Assigned task. Copy out, from the data below, each line in which the word "Adolpho" occurs.

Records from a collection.
----------------------------------------

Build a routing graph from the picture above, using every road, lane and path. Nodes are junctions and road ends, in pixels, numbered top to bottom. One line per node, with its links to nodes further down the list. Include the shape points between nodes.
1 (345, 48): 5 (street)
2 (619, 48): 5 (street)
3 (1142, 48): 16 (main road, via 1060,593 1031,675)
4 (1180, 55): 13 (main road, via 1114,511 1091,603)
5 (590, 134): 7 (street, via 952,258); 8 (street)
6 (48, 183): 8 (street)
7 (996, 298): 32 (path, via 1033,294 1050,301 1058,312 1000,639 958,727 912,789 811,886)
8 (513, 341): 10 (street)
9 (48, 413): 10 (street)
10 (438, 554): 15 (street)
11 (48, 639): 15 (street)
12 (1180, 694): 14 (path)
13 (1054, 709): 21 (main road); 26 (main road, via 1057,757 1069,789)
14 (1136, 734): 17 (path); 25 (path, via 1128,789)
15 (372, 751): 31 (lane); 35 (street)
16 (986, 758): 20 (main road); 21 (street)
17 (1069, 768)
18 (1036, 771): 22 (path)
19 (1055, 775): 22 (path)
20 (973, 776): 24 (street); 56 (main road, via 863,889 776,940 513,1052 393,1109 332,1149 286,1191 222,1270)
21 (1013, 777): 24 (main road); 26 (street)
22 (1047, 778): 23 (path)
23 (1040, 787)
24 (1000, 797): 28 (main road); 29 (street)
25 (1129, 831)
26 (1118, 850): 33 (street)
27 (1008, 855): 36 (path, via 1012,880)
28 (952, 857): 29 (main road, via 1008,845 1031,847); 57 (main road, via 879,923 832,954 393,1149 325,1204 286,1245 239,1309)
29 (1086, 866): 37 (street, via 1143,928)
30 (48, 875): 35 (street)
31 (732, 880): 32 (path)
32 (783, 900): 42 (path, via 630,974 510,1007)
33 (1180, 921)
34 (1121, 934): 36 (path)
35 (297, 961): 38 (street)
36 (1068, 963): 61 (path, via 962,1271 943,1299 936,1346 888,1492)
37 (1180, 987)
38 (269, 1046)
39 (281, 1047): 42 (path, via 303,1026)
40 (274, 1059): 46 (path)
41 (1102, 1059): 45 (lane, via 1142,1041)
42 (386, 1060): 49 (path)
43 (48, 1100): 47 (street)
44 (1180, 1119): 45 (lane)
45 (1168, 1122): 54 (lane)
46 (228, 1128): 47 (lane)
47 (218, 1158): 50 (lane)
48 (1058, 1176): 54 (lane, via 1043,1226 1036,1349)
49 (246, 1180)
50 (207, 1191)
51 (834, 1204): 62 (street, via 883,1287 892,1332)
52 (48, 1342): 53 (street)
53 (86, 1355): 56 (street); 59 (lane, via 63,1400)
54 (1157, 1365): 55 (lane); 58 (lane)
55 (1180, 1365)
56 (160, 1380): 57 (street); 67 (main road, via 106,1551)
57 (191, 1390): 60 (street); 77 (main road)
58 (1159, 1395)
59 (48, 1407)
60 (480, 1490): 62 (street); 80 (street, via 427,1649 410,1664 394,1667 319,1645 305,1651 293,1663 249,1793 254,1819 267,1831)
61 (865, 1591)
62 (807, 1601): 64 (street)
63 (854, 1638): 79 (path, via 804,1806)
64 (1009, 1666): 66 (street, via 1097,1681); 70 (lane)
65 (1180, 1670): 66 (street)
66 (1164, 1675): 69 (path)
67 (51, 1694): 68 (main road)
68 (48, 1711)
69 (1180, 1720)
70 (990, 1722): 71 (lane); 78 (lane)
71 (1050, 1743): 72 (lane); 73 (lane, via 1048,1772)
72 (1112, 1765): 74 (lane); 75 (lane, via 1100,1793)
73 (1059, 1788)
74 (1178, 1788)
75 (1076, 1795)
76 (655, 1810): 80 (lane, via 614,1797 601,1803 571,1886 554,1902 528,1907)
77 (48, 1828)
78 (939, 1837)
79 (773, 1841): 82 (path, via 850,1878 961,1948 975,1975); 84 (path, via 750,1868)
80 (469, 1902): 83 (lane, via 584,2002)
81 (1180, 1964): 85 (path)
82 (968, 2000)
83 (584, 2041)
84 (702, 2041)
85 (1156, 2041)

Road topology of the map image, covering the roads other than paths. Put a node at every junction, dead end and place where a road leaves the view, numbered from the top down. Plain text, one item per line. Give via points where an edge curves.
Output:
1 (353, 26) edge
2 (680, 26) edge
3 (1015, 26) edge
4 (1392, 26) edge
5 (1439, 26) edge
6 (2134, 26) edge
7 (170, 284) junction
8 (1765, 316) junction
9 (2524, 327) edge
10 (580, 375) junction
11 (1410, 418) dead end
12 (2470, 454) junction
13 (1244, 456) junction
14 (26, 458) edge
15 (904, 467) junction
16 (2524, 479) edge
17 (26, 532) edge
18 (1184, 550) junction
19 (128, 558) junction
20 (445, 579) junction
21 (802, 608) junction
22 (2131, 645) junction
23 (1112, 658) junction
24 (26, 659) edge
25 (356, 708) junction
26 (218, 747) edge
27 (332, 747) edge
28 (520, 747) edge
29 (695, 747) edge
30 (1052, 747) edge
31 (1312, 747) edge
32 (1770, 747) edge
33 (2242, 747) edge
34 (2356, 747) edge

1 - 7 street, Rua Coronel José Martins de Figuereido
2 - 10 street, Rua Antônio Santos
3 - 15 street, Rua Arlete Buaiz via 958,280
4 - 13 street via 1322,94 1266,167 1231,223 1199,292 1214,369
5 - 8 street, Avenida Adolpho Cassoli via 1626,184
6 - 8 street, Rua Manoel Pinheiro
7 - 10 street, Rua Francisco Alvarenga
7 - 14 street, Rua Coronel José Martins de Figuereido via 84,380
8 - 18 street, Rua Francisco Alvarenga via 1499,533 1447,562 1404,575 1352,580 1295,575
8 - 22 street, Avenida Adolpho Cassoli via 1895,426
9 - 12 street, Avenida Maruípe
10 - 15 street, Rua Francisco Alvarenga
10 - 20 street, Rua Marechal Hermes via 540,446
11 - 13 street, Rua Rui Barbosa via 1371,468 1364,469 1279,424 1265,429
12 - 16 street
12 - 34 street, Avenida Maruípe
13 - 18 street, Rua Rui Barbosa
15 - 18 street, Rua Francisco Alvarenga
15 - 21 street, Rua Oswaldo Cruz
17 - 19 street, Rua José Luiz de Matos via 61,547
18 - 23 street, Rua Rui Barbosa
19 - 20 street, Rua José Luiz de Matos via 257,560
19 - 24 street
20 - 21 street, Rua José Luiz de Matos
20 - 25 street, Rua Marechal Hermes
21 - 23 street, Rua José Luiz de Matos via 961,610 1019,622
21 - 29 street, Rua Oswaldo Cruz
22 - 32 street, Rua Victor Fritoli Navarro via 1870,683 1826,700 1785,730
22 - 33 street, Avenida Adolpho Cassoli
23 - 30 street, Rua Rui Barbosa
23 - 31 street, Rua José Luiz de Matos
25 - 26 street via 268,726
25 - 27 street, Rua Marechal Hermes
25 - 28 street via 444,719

----------------------------------------

Response to this task.
5 - 8 street, Avenida Adolpho Cassoli via 1626,184
8 - 22 street, Avenida Adolpho Cassoli via 1895,426
22 - 33 street, Avenida Adolpho Cassoli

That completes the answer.